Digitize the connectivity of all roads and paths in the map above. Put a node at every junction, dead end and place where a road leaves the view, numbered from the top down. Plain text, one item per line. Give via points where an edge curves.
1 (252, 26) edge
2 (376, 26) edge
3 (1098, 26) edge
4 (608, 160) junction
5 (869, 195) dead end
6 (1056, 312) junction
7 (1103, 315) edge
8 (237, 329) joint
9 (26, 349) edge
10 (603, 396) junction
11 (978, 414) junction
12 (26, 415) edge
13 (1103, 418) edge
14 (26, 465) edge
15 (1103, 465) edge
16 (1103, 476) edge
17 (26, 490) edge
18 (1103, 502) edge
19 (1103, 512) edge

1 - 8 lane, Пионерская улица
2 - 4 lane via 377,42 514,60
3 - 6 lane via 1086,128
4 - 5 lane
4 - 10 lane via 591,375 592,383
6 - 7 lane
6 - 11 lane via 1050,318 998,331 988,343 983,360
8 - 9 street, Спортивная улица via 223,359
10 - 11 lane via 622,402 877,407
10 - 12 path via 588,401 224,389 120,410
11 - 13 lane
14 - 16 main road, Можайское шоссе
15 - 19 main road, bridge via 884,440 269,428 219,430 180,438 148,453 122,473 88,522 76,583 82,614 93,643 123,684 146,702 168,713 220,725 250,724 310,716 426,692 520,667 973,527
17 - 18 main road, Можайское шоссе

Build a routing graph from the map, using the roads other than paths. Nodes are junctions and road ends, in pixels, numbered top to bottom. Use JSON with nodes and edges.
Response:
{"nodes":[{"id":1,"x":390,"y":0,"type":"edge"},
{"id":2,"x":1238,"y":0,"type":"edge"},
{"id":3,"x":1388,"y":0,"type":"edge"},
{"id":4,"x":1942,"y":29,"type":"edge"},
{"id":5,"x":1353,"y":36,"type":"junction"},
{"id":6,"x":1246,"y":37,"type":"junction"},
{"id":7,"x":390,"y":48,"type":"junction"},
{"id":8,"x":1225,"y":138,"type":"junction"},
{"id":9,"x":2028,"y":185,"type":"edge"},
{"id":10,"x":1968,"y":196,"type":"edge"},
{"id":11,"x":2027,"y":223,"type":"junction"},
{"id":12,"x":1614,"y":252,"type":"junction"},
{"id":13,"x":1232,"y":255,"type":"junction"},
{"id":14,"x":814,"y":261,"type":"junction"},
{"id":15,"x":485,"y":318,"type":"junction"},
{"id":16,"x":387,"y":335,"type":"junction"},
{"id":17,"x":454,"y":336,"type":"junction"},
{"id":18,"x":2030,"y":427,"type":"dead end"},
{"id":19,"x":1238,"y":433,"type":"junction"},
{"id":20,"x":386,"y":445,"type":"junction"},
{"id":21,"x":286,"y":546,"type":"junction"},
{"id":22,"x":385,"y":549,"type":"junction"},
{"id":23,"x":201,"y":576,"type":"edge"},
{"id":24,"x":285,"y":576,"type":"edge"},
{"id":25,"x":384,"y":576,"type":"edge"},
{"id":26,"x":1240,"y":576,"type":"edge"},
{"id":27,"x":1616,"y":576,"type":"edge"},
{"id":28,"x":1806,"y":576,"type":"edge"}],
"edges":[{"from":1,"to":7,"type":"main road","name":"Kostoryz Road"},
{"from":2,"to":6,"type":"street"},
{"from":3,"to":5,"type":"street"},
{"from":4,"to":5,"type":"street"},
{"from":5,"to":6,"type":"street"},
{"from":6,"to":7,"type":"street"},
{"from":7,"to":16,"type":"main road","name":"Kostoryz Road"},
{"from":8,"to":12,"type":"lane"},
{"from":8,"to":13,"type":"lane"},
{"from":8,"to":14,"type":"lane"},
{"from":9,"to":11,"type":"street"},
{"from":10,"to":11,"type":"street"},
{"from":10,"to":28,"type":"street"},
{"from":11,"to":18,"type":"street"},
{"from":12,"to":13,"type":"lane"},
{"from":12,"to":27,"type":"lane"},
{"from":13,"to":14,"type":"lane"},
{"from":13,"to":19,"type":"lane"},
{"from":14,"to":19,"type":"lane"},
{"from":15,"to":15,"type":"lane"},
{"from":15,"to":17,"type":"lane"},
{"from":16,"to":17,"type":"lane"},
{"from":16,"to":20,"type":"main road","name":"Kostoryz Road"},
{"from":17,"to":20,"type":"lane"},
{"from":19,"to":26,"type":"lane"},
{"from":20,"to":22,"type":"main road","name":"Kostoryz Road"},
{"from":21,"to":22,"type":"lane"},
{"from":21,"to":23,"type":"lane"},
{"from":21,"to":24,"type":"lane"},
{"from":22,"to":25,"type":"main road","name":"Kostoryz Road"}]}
----------
→ Your goal: Copy each entry exactly, with nothing added or dropped.

→ Exercise response:
Digitize the connectivity of all roads and paths in the map above. Put a node at every junction, dead end and place where a road leaves the view, numbered from the top down. Plain text, one item per line. Give via points where an edge curves.
1 (252, 26) edge
2 (376, 26) edge
3 (1098, 26) edge
4 (608, 160) junction
5 (869, 195) dead end
6 (1056, 312) junction
7 (1103, 315) edge
8 (237, 329) joint
9 (26, 349) edge
10 (603, 396) junction
11 (978, 414) junction
12 (26, 415) edge
13 (1103, 418) edge
14 (26, 465) edge
15 (1103, 465) edge
16 (1103, 476) edge
17 (26, 490) edge
18 (1103, 502) edge
19 (1103, 512) edge

1 - 8 lane, Пионерская улица
2 - 4 lane via 377,42 514,60
3 - 6 lane via 1086,128
4 - 5 lane
4 - 10 lane via 591,375 592,383
6 - 7 lane
6 - 11 lane via 1050,318 998,331 988,343 983,360
8 - 9 street, Спортивная улица via 223,359
10 - 11 lane via 622,402 877,407
10 - 12 path via 588,401 224,389 120,410
11 - 13 lane
14 - 16 main road, Можайское шоссе
15 - 19 main road, bridge via 884,440 269,428 219,430 180,438 148,453 122,473 88,522 76,583 82,614 93,643 123,684 146,702 168,713 220,725 250,724 310,716 426,692 520,667 973,527
17 - 18 main road, Можайское шоссе

Build a routing graph from the map, using the roads other than paths. Nodes are junctions and road ends, in pixels, numbered top to bottom. Use JSON with nodes and edges.
Response:
{"nodes":[{"id":1,"x":390,"y":0,"type":"edge"},
{"id":2,"x":1238,"y":0,"type":"edge"},
{"id":3,"x":1388,"y":0,"type":"edge"},
{"id":4,"x":1942,"y":29,"type":"edge"},
{"id":5,"x":1353,"y":36,"type":"junction"},
{"id":6,"x":1246,"y":37,"type":"junction"},
{"id":7,"x":390,"y":48,"type":"junction"},
{"id":8,"x":1225,"y":138,"type":"junction"},
{"id":9,"x":2028,"y":185,"type":"edge"},
{"id":10,"x":1968,"y":196,"type":"edge"},
{"id":11,"x":2027,"y":223,"type":"junction"},
{"id":12,"x":1614,"y":252,"type":"junction"},
{"id":13,"x":1232,"y":255,"type":"junction"},
{"id":14,"x":814,"y":261,"type":"junction"},
{"id":15,"x":485,"y":318,"type":"junction"},
{"id":16,"x":387,"y":335,"type":"junction"},
{"id":17,"x":454,"y":336,"type":"junction"},
{"id":18,"x":2030,"y":427,"type":"dead end"},
{"id":19,"x":1238,"y":433,"type":"junction"},
{"id":20,"x":386,"y":445,"type":"junction"},
{"id":21,"x":286,"y":546,"type":"junction"},
{"id":22,"x":385,"y":549,"type":"junction"},
{"id":23,"x":201,"y":576,"type":"edge"},
{"id":24,"x":285,"y":576,"type":"edge"},
{"id":25,"x":384,"y":576,"type":"edge"},
{"id":26,"x":1240,"y":576,"type":"edge"},
{"id":27,"x":1616,"y":576,"type":"edge"},
{"id":28,"x":1806,"y":576,"type":"edge"}],
"edges":[{"from":1,"to":7,"type":"main road","name":"Kostoryz Road"},
{"from":2,"to":6,"type":"street"},
{"from":3,"to":5,"type":"street"},
{"from":4,"to":5,"type":"street"},
{"from":5,"to":6,"type":"street"},
{"from":6,"to":7,"type":"street"},
{"from":7,"to":16,"type":"main road","name":"Kostoryz Road"},
{"from":8,"to":12,"type":"lane"},
{"from":8,"to":13,"type":"lane"},
{"from":8,"to":14,"type":"lane"},
{"from":9,"to":11,"type":"street"},
{"from":10,"to":11,"type":"street"},
{"from":10,"to":28,"type":"street"},
{"from":11,"to":18,"type":"street"},
{"from":12,"to":13,"type":"lane"},
{"from":12,"to":27,"type":"lane"},
{"from":13,"to":14,"type":"lane"},
{"from":13,"to":19,"type":"lane"},
{"from":14,"to":19,"type":"lane"},
{"from":15,"to":15,"type":"lane"},
{"from":15,"to":17,"type":"lane"},
{"from":16,"to":17,"type":"lane"},
{"from":16,"to":20,"type":"main road","name":"Kostoryz Road"},
{"from":17,"to":20,"type":"lane"},
{"from":19,"to":26,"type":"lane"},
{"from":20,"to":22,"type":"main road","name":"Kostoryz Road"},
{"from":21,"to":22,"type":"lane"},
{"from":21,"to":23,"type":"lane"},
{"from":21,"to":24,"type":"lane"},
{"from":22,"to":25,"type":"main road","name":"Kostoryz Road"}]}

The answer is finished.